What we’re reading (10/9)
“TD Bank Faces $3 Billion In Penalties And Growth Restrictions In U.S. Settlement” (Wall Street Journal). “As part of the agreement, the bank’s primary U.S. regulator, the Office of the Comptroller of the Currency, is expected to impose an asset cap barring the bank from growing above a certain level in the U.S., according to people familiar with the matter.”
“Fed Officials Were Divided On Whether To Cut Rates By Half A Point In September, Minutes Show” (CNBC). “Federal Reserve officials at their September meeting agreed to cut interest rates but were unsure how aggressive to get, ultimately deciding on a half percentage point move in an effort to balance confidence on inflation with worries over the labor market, according to minutes released Wednesday.”
“Venture Capital's ‘Crisis’” (Spyglass). “Without question, the past decade-plus has been an unprecedented build up and expansion of VC as an asset class.
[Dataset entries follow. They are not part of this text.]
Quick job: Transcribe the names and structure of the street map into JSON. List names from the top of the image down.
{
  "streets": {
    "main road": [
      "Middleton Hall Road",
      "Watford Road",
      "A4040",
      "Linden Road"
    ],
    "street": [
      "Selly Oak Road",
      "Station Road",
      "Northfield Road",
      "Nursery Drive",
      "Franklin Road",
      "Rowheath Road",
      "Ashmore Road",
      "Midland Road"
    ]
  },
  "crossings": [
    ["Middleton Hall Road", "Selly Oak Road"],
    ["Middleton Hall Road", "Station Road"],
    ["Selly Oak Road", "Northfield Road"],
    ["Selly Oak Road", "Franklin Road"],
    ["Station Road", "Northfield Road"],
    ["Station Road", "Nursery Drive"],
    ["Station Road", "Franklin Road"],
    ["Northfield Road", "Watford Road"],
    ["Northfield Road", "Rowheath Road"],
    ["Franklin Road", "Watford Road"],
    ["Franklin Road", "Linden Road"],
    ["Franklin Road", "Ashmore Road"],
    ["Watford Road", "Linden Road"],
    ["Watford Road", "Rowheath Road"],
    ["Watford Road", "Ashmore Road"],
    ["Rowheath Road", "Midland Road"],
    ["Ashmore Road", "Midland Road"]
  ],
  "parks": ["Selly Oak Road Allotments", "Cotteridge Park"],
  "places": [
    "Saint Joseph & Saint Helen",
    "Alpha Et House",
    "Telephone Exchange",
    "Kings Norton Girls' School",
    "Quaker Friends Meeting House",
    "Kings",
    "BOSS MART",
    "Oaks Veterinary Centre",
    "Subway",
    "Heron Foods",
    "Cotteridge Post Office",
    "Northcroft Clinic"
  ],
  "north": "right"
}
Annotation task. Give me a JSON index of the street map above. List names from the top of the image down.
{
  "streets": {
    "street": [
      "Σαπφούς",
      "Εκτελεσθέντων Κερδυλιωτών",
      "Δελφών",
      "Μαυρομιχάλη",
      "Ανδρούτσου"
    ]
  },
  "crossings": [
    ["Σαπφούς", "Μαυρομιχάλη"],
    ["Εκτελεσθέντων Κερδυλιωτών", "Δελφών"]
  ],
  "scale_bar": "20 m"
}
This was seemingly happening more naturally and then the pandemic came and threw the world into crisis. But channeling JFK, with the danger, many VCs also saw an opportunity. It seemed like there were suddenly new opportunities in a changed world – social voice networks, virtual conference software, 15-minute delivery apps, etc – but what really happened is that the pandemic just created this sort of temporary bubble, which rather quickly deflated. But it also impacted basically every other company, with most others that operate online in meaningful way seeing growth pulled forward by a couple of years or more. This was true of Amazon on down. But as the world normalized, it became clear that growth would return to the place where it was almost as if the pandemic hadn't happened – it was just a blip, a massive one. But this all was largely masked by both stimulus and zero interest rates that the government put in place to try to avoid economic collapse.”
“Owners Of ‘Catastrophe Bonds’ Are Staring Down Big Losses As Hurricane Milton Barrels Toward Florida” (Business Insider). “The back-to-back barrage of hurricanes Helene and Milton could trigger big losses for investors in catastrophe bonds. The fixed-income securities allow insurers and reinsurers to transfer risks associated with major weather events to investors. Investors who buy cat bonds can see big returns if it’s a relatively quiet year for hurricanes and other natural disasters. As long as there are few extreme weather events or damage from any event is mild, investors continue to collect the relatively high yield on the bonds.”
“Nobel Prize In Chemistry Awarded To Three Scientists For Work On Proteins” (Washington Post). “The discoveries by David Baker at the University of Washington and Demis Hassabis and John M. Jumper of Google DeepMind in the United Kingdom have rapidly transformed science. Hassabis and Jumper developed a powerful computational tool that gave researchers the long-sought ability to predict how proteins twist and fold to create complex 3D structures that can block viruses, build muscle or degrade plastic.”